* Loop-split improvements, part 3
@ 2023-07-28 12:56 Jan Hubicka
2023-07-28 13:15 ` Richard Biener
0 siblings, 1 reply; 3+ messages in thread
From: Jan Hubicka @ 2023-07-28 12:56 UTC (permalink / raw)
To: gcc-patches
Hi,
This patch extends tree-ssa-loop-split to understand test of the form
if (i==0)
and
if (i!=0)
which triggers only during the first iteration. Naturally we should
also be able to trigger last iteration or split into 3 cases if
the test indeed can fire in the middle of the loop.
Last iteration is bit trickier pattern matching so I want to do it
incrementally, but I implemented easy case using value range that handled
loops with constant iterations.
The testcase gets misupdated profile, I will also fix that incrementally.
Bootstrapped/regtested x86_64-linux, OK?
gcc/ChangeLog:
PR middle-end/77689
* tree-ssa-loop-split.cc: Include value-query.h.

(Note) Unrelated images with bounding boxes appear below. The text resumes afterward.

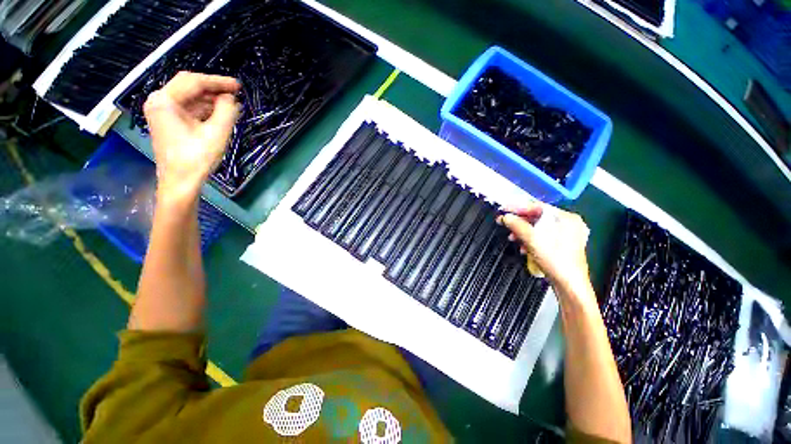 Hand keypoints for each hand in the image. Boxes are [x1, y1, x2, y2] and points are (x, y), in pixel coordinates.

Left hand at [143, 71, 240, 200]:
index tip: (238, 85)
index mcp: (165, 100)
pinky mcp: (168, 122)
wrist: (179, 182)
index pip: (194, 81)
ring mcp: (161, 112)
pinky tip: (219, 114)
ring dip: (210, 99)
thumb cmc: (196, 158)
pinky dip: (204, 109)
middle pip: (188, 86)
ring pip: (189, 97)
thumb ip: (226, 111)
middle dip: (213, 88)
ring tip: (231, 105)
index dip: (218, 81)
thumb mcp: (217, 133)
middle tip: (235, 92)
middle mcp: (159, 101)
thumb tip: (231, 98)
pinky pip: (188, 108)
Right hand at [498, 203, 592, 296]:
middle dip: (519, 222)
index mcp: (567, 218)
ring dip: (523, 232)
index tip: (503, 209)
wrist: (569, 286)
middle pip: (538, 217)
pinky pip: (542, 237)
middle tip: (504, 223)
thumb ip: (518, 225)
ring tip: (512, 237)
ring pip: (539, 228)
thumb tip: (505, 217)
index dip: (518, 208)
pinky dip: (531, 240)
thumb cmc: (555, 261)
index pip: (538, 207)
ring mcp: (567, 236)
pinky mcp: (562, 246)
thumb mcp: (533, 240)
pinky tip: (523, 247)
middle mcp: (569, 224) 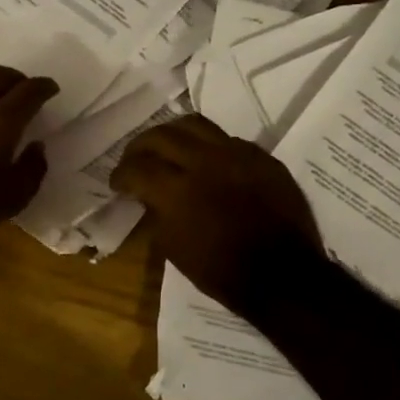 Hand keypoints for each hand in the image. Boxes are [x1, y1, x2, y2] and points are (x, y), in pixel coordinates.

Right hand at [111, 115, 324, 313]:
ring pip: (195, 125)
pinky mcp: (262, 157)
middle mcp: (204, 162)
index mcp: (177, 190)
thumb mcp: (174, 247)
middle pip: (161, 135)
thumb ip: (157, 212)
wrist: (281, 275)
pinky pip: (227, 139)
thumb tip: (149, 195)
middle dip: (140, 147)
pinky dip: (208, 146)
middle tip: (134, 160)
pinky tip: (206, 162)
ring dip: (172, 134)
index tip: (117, 183)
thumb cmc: (220, 271)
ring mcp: (237, 154)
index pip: (136, 167)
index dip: (120, 175)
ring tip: (167, 148)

(split_at_bb_p): Analyze cases where EQ/NE can be turned
into LT/LE/GT/GE; return updated guard code.
(split_loop): Use guard code.
gcc/testsuite/ChangeLog:
PR middle-end/77689
* g++.dg/tree-ssa/loop-split-1.C: New test.
diff --git a/gcc/testsuite/g++.dg/tree-ssa/loop-split-1.C b/gcc/testsuite/g++.dg/tree-ssa/loop-split-1.C
new file mode 100644
index 00000000000..9581438b536
--- /dev/null
+++ b/gcc/testsuite/g++.dg/tree-ssa/loop-split-1.C
@@ -0,0 +1,23 @@
+/* { dg-do compile } */
+/* { dg-options "-O3 -fdump-tree-lsplit-details -std=c++11" } */
+#include <vector>
+#include <cmath>
+
+constexpr unsigned s = 100000000;
+
+int main()
+{
+ std::vector<float> a, b, c;
+ a.reserve(s);
+ b.reserve(s);
+ c.reserve(s);
+
+ for(unsigned i = 0; i < s; ++i)
+ {
+ if(i == 0)
+ a[i] = b[i] * c[i];
+ else
+ a[i] = (b[i] + c[i]) * c[i-1] * std::log(i);
+ }
+}
+/* { dg-final { scan-tree-dump-times "loop split" 1 "lsplit" } } */
diff --git a/gcc/tree-ssa-loop-split.cc b/gcc/tree-ssa-loop-split.cc
index 70cd0aaefa7..641346cba70 100644
--- a/gcc/tree-ssa-loop-split.cc
+++ b/gcc/tree-ssa-loop-split.cc
@@ -42,6 +42,7 @@ along with GCC; see the file COPYING3. If not see
#include "gimple-fold.h"
#include "gimplify-me.h"
#include "print-tree.h"
+#include "value-query.h"
/* This file implements two kinds of loop splitting.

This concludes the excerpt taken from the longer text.